Sottolineiamo che nei mesi scorsi l’Unione Europea ha modificato il Temporary Framework (quadro temporaneo per le misure degli aiuti di Stato alle imprese) procrastinandone gli effetti fino al 31 dicembre di quest’anno. Tra le altre cose, agli Stati membri è stata concessa la possibilità, per sostenere le attività che hanno registrato una caduta del fatturato di almeno il 30 per cento, di alzare da 800 mila a 3 milioni di euro il tetto degli aiuti di Stato. Una via subito praticata dalla Francia che da gennaio ha annunciato sostegni fino al 70 per cento dei costi fissi a supporto delle imprese più colpite dal lockdown.
È evidente che questa ulteriore spesa corrente contribuirebbe ad aumentare il debito pubblico del nostro Paese, ma è altrettanto vero che se non salviamo le imprese e i posti di lavoro, non poniamo le basi per far ripartire la crescita economica che rimane l’unica possibilità in grado di ridurre nei prossimi anni la mole di debito pubblico che abbiamo spaventosamente accumulato con questa crisi. Con il rischio di una desertificazione che va a colpire soprattutto i centri storici e i nostri quartieri, poiché non potranno più contare sulla presenza di tantissime botteghe artigiane e negozi di vicinato.

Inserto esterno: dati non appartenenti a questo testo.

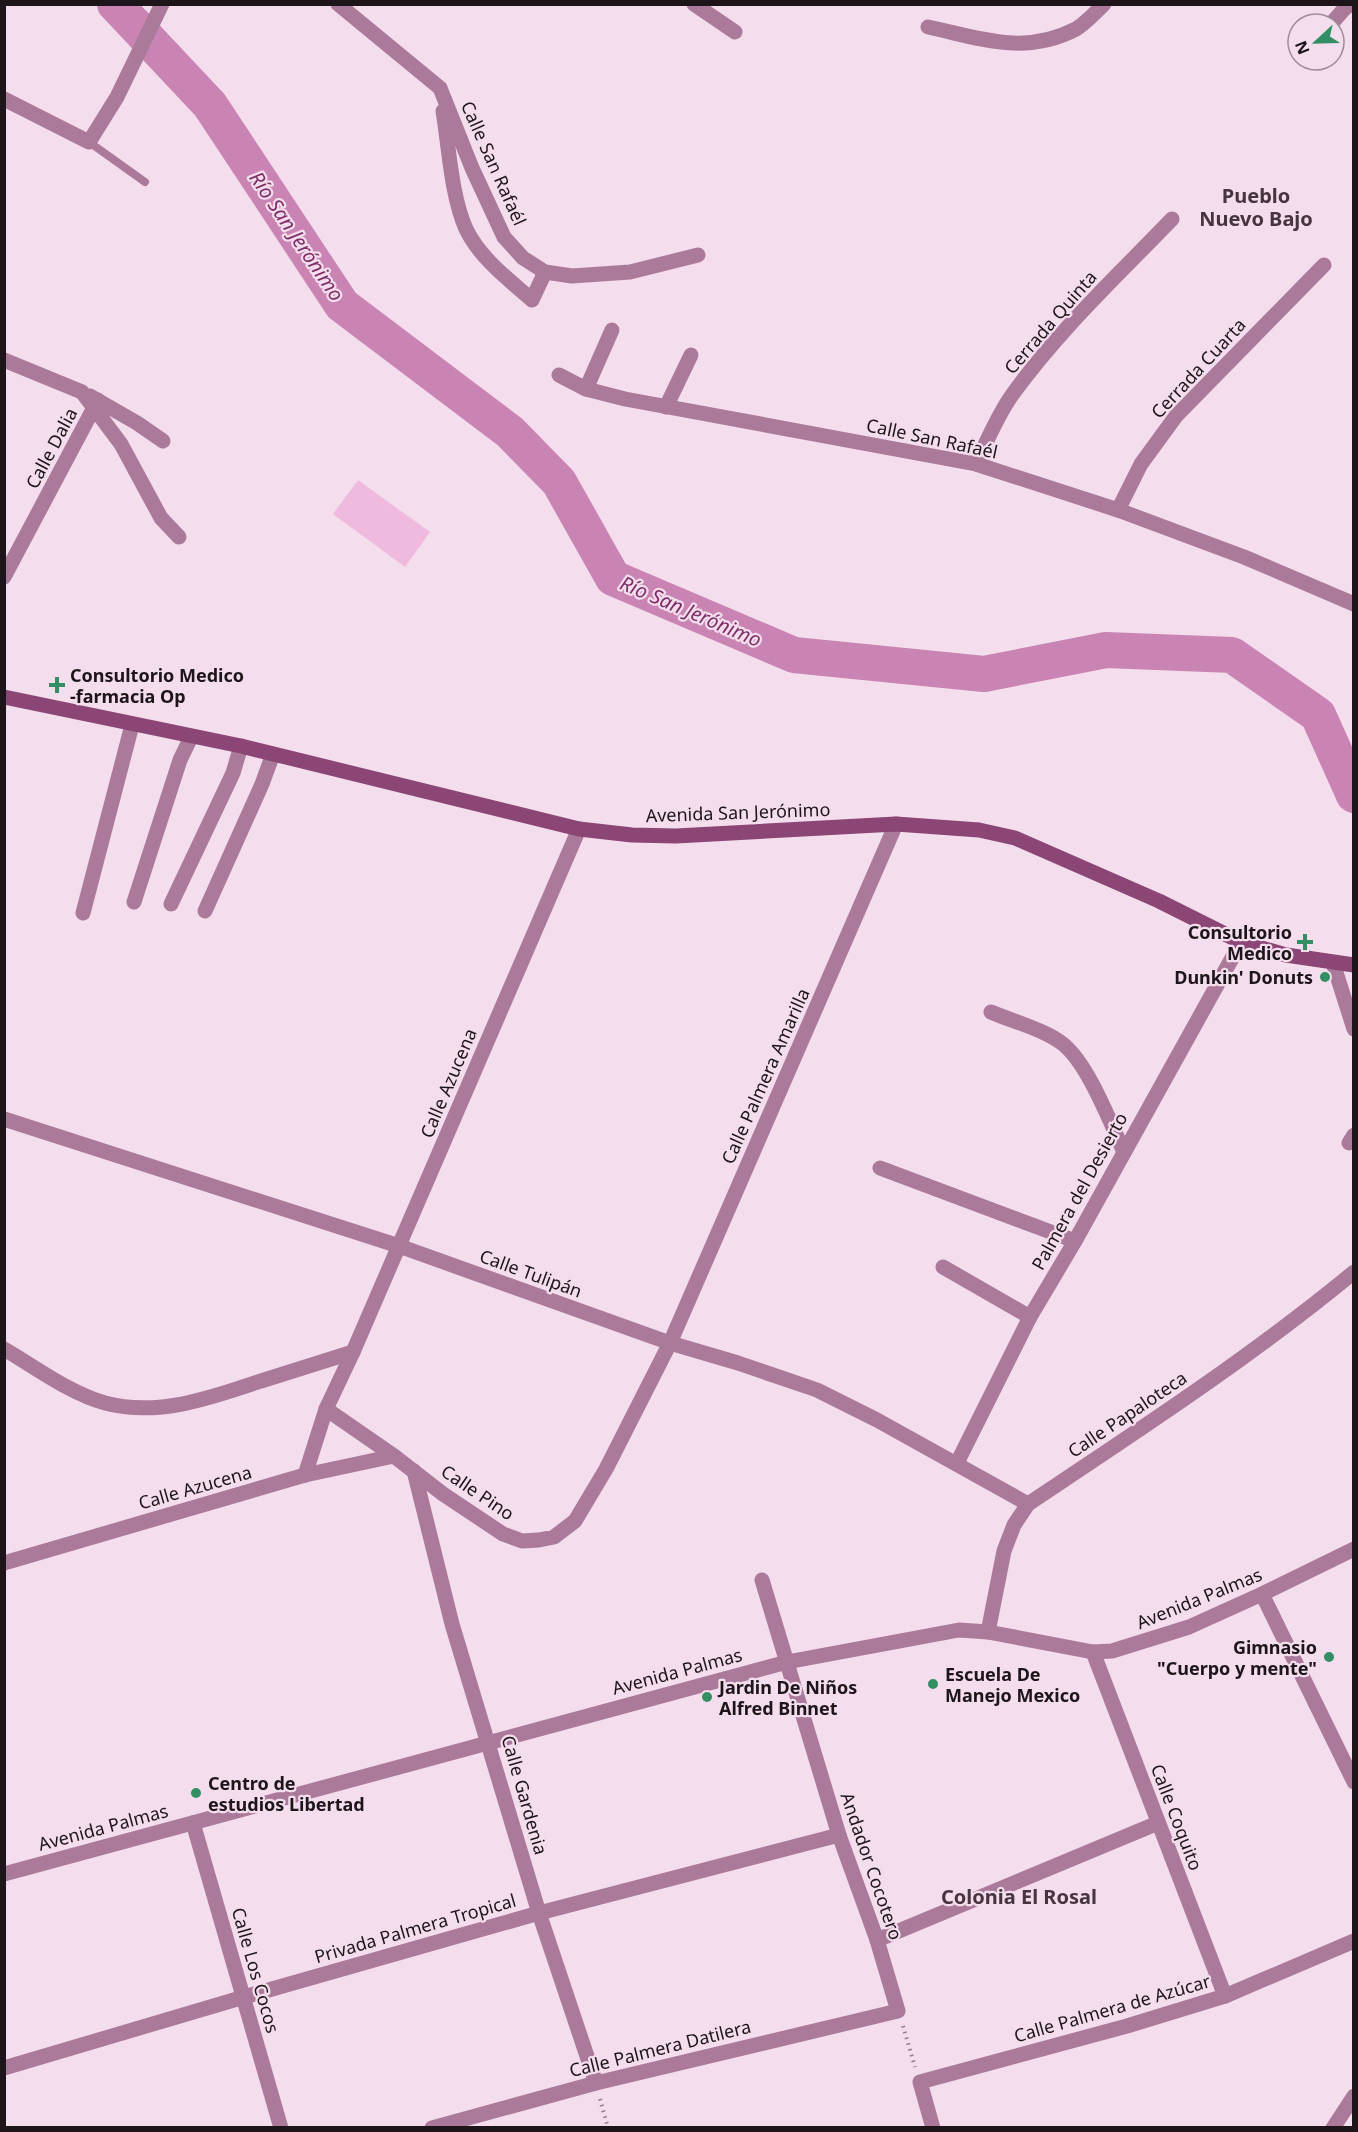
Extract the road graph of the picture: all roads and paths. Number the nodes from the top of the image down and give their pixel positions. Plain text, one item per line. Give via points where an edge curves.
1 (162, 4) edge
2 (338, 4) edge
3 (694, 4) edge
4 (1104, 4) edge
5 (928, 27) dead end
6 (735, 32) dead end
7 (440, 88) junction
8 (4, 99) edge
9 (89, 142) junction
10 (145, 182) dead end
11 (1172, 219) dead end
12 (698, 255) dead end
13 (1324, 265) dead end
14 (545, 272) junction
15 (612, 330) dead end
16 (691, 354) dead end
17 (4, 360) edge
18 (559, 375) dead end
19 (586, 389) junction
20 (96, 404) junction
21 (666, 408) junction
22 (163, 441) dead end
23 (976, 464) junction
24 (1118, 510) junction
25 (178, 537) dead end
26 (4, 577) edge
27 (1353, 604) edge
28 (4, 697) edge
29 (132, 725) junction
30 (191, 737) junction
31 (241, 746) junction
32 (273, 754) junction
33 (896, 824) junction
34 (579, 829) junction
35 (134, 903) dead end
36 (171, 904) dead end
37 (205, 911) dead end
38 (83, 913) dead end
39 (1240, 942) junction
40 (1334, 963) junction
41 (1353, 965) edge
42 (991, 1012) dead end
43 (1353, 1029) edge
44 (4, 1119) edge
45 (1124, 1152) junction
46 (880, 1168) dead end
47 (1075, 1241) junction
48 (399, 1246) junction
49 (943, 1267) dead end
50 (1353, 1272) edge
51 (1030, 1317) junction
52 (670, 1343) junction
53 (4, 1349) edge
54 (353, 1352) junction
55 (326, 1409) junction
56 (394, 1456) junction
57 (957, 1463) junction
58 (414, 1472) junction
59 (305, 1475) junction
60 (1028, 1504) junction
61 (1353, 1549) edge
62 (4, 1563) edge
63 (762, 1580) dead end
64 (1262, 1594) junction
65 (988, 1632) junction
66 (1094, 1652) junction
67 (787, 1662) junction
68 (489, 1742) junction
69 (1353, 1782) edge
70 (193, 1823) junction
71 (1158, 1823) junction
72 (839, 1835) junction
73 (4, 1874) edge
74 (539, 1913) junction
75 (877, 1940) junction
76 (1353, 1941) edge
77 (1225, 1996) junction
78 (244, 1997) junction
79 (898, 2010) junction
80 (4, 2068) edge
81 (920, 2082) junction
82 (596, 2083) junction
83 (1353, 2096) edge
84 (281, 2127) edge
85 (432, 2127) edge
86 (608, 2127) edge
87 (933, 2127) edge
88 (1333, 2127) edge

1 - 9 street via 117,97
2 - 7 street, Calle San Rafaél
3 - 6 street
4 - 5 street via 1078,28 1026,45 1003,44
7 - 14 street, Calle San Rafaél via 504,237 523,258
7 - 14 street, Calle San Rafaél via 459,206 467,230 491,263 532,300
8 - 9 street
9 - 10 lane
11 - 23 street, Cerrada Quinta via 1059,337 1012,396
12 - 14 street, Calle San Rafaél via 630,272 572,276
13 - 24 street, Cerrada Cuarta via 1176,416 1141,464
15 - 19 street
16 - 21 street
17 - 20 street via 82,392
18 - 19 street, Calle San Rafaél
19 - 21 street, Calle San Rafaél
20 - 22 street
20 - 25 street via 135,466 151,503
20 - 26 street, Calle Dalia
21 - 23 street, Calle San Rafaél
23 - 24 street, Calle San Rafaél
24 - 27 street, Calle San Rafaél via 1244,557
28 - 29 main road, Avenida San Jerónimo
29 - 30 main road, Avenida San Jerónimo
29 - 38 street
30 - 31 main road, Avenida San Jerónimo
30 - 35 street
31 - 32 main road, Avenida San Jerónimo
31 - 36 street via 233,773
32 - 34 main road, Avenida San Jerónimo
32 - 37 street
33 - 34 main road, Avenida San Jerónimo via 676,836
33 - 39 main road, Avenida San Jerónimo via 979,830 1015,838
33 - 52 street, Calle Palmera Amarilla
34 - 48 street, Calle Azucena
39 - 40 main road, Avenida San Jerónimo
39 - 45 street, Palmera del Desierto
40 - 41 main road, Avenida San Jerónimo
40 - 43 street
42 - 45 street via 1065,1045 1099,1097
44 - 48 street, Calle Tulipán
45 - 47 street, Palmera del Desierto
46 - 47 street
47 - 51 street, Palmera del Desierto
48 - 52 street, Calle Tulipán
48 - 54 street, Calle Azucena
49 - 51 street
50 - 60 street, Calle Papaloteca via 1188,1398
51 - 57 street, Palmera del Desierto
52 - 57 street, Calle Tulipán via 817,1390
52 - 58 street, Calle Pino via 606,1469 575,1521 555,1537 522,1541 503,1534
53 - 54 street via 75,1390 103,1403 130,1408 162,1408 201,1400
54 - 55 street, Calle Azucena
55 - 56 street
55 - 59 street, Calle Azucena
56 - 58 street, Calle Pino
56 - 59 street
57 - 60 street, Calle Tulipán
58 - 68 street, Calle Gardenia via 452,1624
59 - 62 street, Calle Azucena
60 - 65 street, Calle Papaloteca via 1004,1551
61 - 64 street, Avenida Palmas
63 - 67 street, Andador Cocotero
64 - 66 street, Avenida Palmas via 1149,1641
64 - 69 street
65 - 66 street, Avenida Palmas
65 - 67 street, Avenida Palmas via 959,1630
66 - 71 street, Calle Coquito
67 - 68 street, Avenida Palmas
67 - 72 street, Andador Cocotero
68 - 70 street, Avenida Palmas
68 - 74 street, Calle Gardenia
70 - 73 street, Avenida Palmas
70 - 78 street, Calle Los Cocos
71 - 75 street
71 - 77 street, Calle Coquito
72 - 74 street, Privada Palmera Tropical
72 - 75 street, Andador Cocotero
74 - 78 street, Privada Palmera Tropical
74 - 82 street, Calle Gardenia
75 - 79 street, Andador Cocotero
76 - 77 street, Calle Palmera de Azúcar
77 - 81 street, Calle Palmera de Azúcar
78 - 80 street, Privada Palmera Tropical
78 - 84 street, Calle Los Cocos
79 - 81 path
79 - 82 street, Calle Palmera Datilera
81 - 87 street
82 - 85 street, Calle Palmera Datilera
82 - 86 path
83 - 88 street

• La metodologia di calcolo adottata
L’Ufficio studi della CGIA è giunto ai risultati riportati più sopra, comparando il deficit pubblico del 2020 con il dato medio, sempre dello stesso indicatore, registrato nel quinquennio precedente (2015-2019). Il deficit pubblico, si ricorda, è la differenza tra le spese dello Stato e le entrate che lo stesso preleva dalle tasche dei cittadini e delle imprese attraverso le tasse e i contributi. Pertanto, il deficit pubblico (o indebitamento netto) in questa fase storica è un dato che approssima le misure espansive che, per quanto riguarda il nostro Paese nel 2020, sono ascrivibili ai vari provvedimenti approvati da marzo in poi (“Cura Italia”, “Decreto Rilancio”, “Decreto Liquidità”, “Garanzia Italia”, “Decreto Agosto”, i vari “Decreti Ristori”, etc.), a cui va sottratto il mancato gettito tributario causato della contrazione del reddito subita dagli italiani.

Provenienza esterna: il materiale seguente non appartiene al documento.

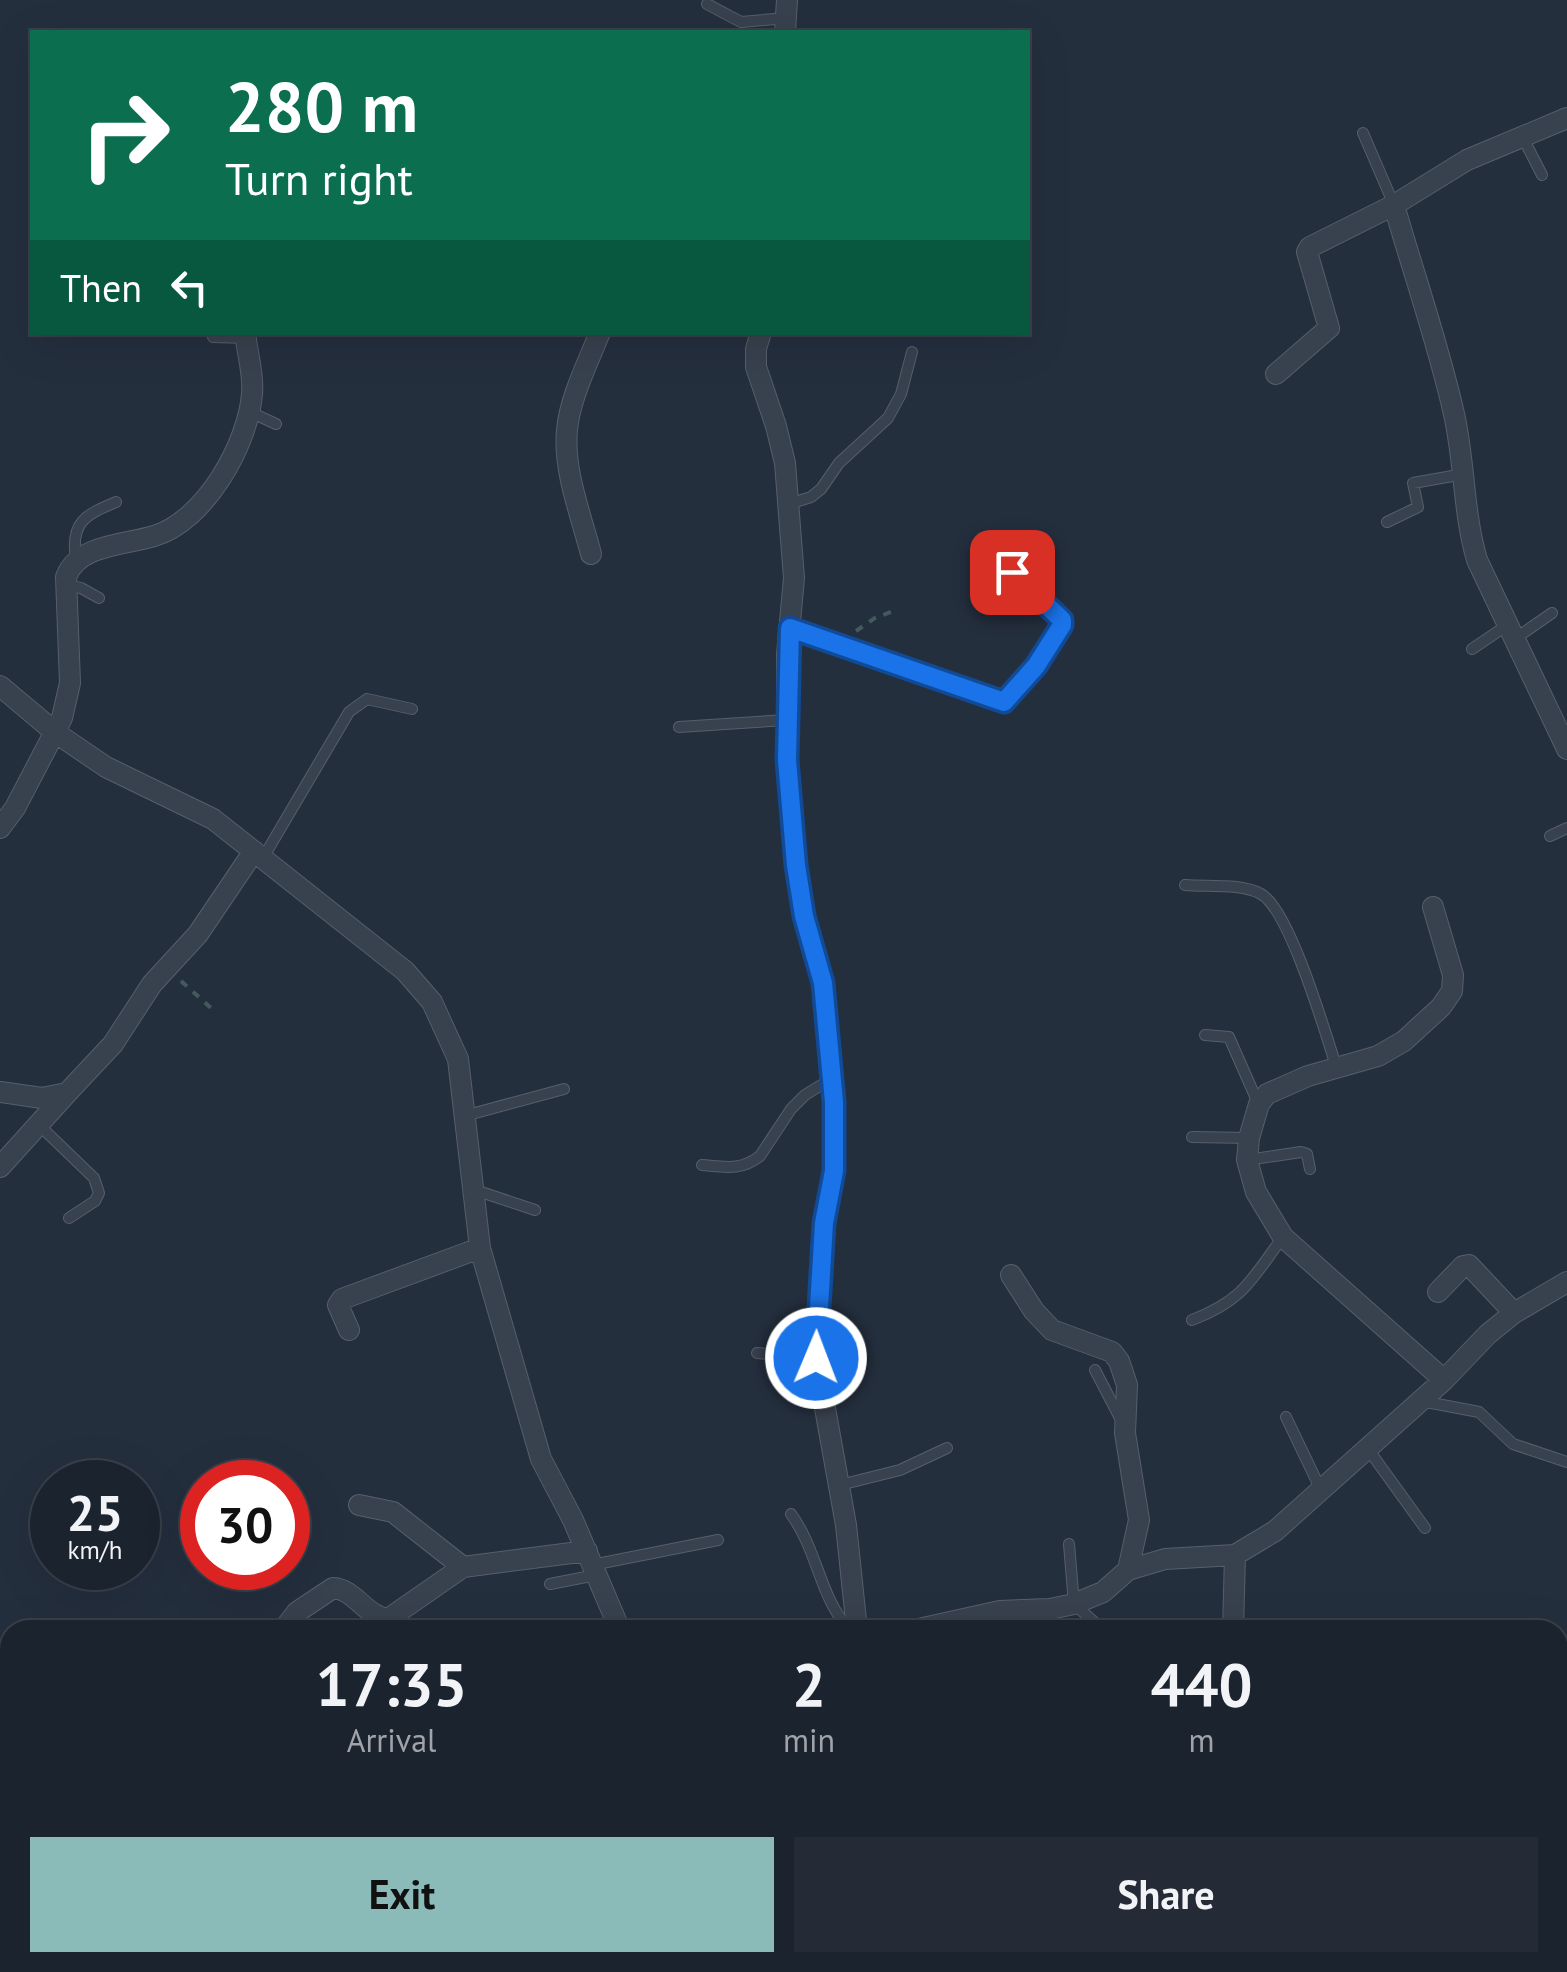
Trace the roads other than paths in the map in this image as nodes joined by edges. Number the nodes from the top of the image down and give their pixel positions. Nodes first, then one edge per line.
1 (707, 4) dead end
2 (786, 17) edge
3 (1567, 118) edge
4 (1363, 133) dead end
5 (1522, 135) junction
6 (1542, 175) dead end
7 (1394, 205) junction
8 (245, 335) edge
9 (599, 335) edge
10 (760, 335) edge
11 (212, 336) dead end
12 (912, 352) dead end
13 (1276, 374) dead end
14 (250, 412) junction
15 (276, 424) dead end
16 (1464, 474) junction
17 (116, 502) dead end
18 (789, 504) junction
19 (1387, 522) dead end
20 (590, 554) dead end
21 (76, 560) junction
22 (1012, 572) dead end
23 (67, 585) junction
24 (99, 598) dead end
25 (1552, 614) dead end
26 (790, 628) junction
27 (1510, 633) junction
28 (1472, 649) dead end
29 (0, 686) edge
30 (412, 709) dead end
31 (787, 720) junction
32 (679, 727) dead end
33 (56, 734) junction
34 (1567, 749) edge
35 (0, 828) edge
36 (1567, 828) edge
37 (1550, 836) dead end
38 (259, 854) junction
39 (1185, 885) dead end
40 (1433, 907) dead end
41 (1205, 1035) dead end
42 (1337, 1070) junction
43 (832, 1078) junction
44 (564, 1089) dead end
45 (0, 1092) edge
46 (67, 1093) junction
47 (1259, 1104) junction
48 (464, 1116) junction
49 (38, 1124) junction
50 (1192, 1137) dead end
51 (1249, 1138) junction
52 (1247, 1160) junction
53 (702, 1165) dead end
54 (0, 1167) edge
55 (1310, 1169) dead end
56 (472, 1189) junction
57 (536, 1210) dead end
58 (69, 1218) dead end
59 (1283, 1238) junction
60 (480, 1248) junction
61 (1011, 1276) dead end
62 (1567, 1282) edge
63 (1438, 1292) dead end
64 (1514, 1313) junction
65 (1192, 1320) dead end
66 (349, 1330) dead end
67 (757, 1353) dead end
68 (816, 1358) junction
69 (1095, 1370) dead end
70 (1444, 1380) junction
71 (1420, 1401) junction
72 (1286, 1417) dead end
73 (1124, 1426) junction
74 (947, 1448) dead end
75 (1368, 1448) junction
76 (1567, 1462) edge
77 (840, 1484) junction
78 (1321, 1491) junction
79 (359, 1505) dead end
80 (792, 1514) dead end
81 (1425, 1528) dead end
82 (718, 1540) dead end
83 (1069, 1544) dead end
84 (1235, 1555) junction
85 (592, 1564) junction
86 (463, 1568) junction
87 (1128, 1570) junction
88 (550, 1584) dead end
89 (1074, 1604) junction
90 (291, 1620) edge
91 (616, 1620) edge
92 (843, 1620) edge
93 (852, 1620) edge
94 (970, 1620) edge
95 (1092, 1620) edge
96 (1233, 1620) edge

1 - 2 lane
3 - 5 street
4 - 7 lane
5 - 6 lane
5 - 7 street
7 - 13 street
7 - 16 street
8 - 11 lane
8 - 14 street
9 - 20 street
10 - 18 street
12 - 18 lane
14 - 15 lane
14 - 21 street
16 - 19 lane
16 - 27 street
17 - 21 lane
18 - 26 street
21 - 23 street
22 - 26 street
23 - 24 lane
23 - 33 street
25 - 27 lane
26 - 31 street
27 - 28 lane
27 - 34 street
29 - 33 street
30 - 38 lane
31 - 32 lane
31 - 43 street
33 - 35 street
33 - 38 street
36 - 37 lane
38 - 46 street
38 - 48 street
39 - 42 lane
40 - 42 street
41 - 47 lane
42 - 47 street
43 - 53 lane
43 - 68 street
44 - 48 lane
45 - 46 street
46 - 49 street
47 - 51 street
48 - 56 street
49 - 54 street
49 - 58 lane
50 - 51 lane
51 - 52 street
52 - 55 lane
52 - 59 street
56 - 57 lane
56 - 60 street
59 - 65 lane
59 - 70 street
60 - 66 street
60 - 85 street
61 - 73 street
62 - 64 street
63 - 64 street
64 - 70 street
67 - 68 lane
68 - 77 street
69 - 73 lane
70 - 71 street
71 - 75 street
71 - 76 lane
72 - 78 lane
73 - 87 street
74 - 77 lane
75 - 78 street
75 - 81 lane
77 - 93 street
78 - 84 street
79 - 86 street
80 - 92 lane
82 - 85 lane
83 - 89 lane
84 - 87 street
84 - 96 street
85 - 86 street
85 - 88 lane
85 - 91 street
86 - 90 street
87 - 89 street
89 - 94 street
89 - 95 lane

Va, comunque, sottolineato che, nel caso Italia, i dati del 2020 sono ancora provvisori e sono stati estrapolati dal comunicato stampa presentato dall’Istat all’inizio della settimana scorsa . Per gli altri Paesi dell’Area Euro, invece, i dati sono previsionali (elaborati nel novembre 2020 dalla Commissione Europea ). Per tutti i Paesi presi in esame in questa elaborazione, le garanzie sui prestiti erogati l’anno scorso dai singoli Stati non sono incluse nel deficit pubblico.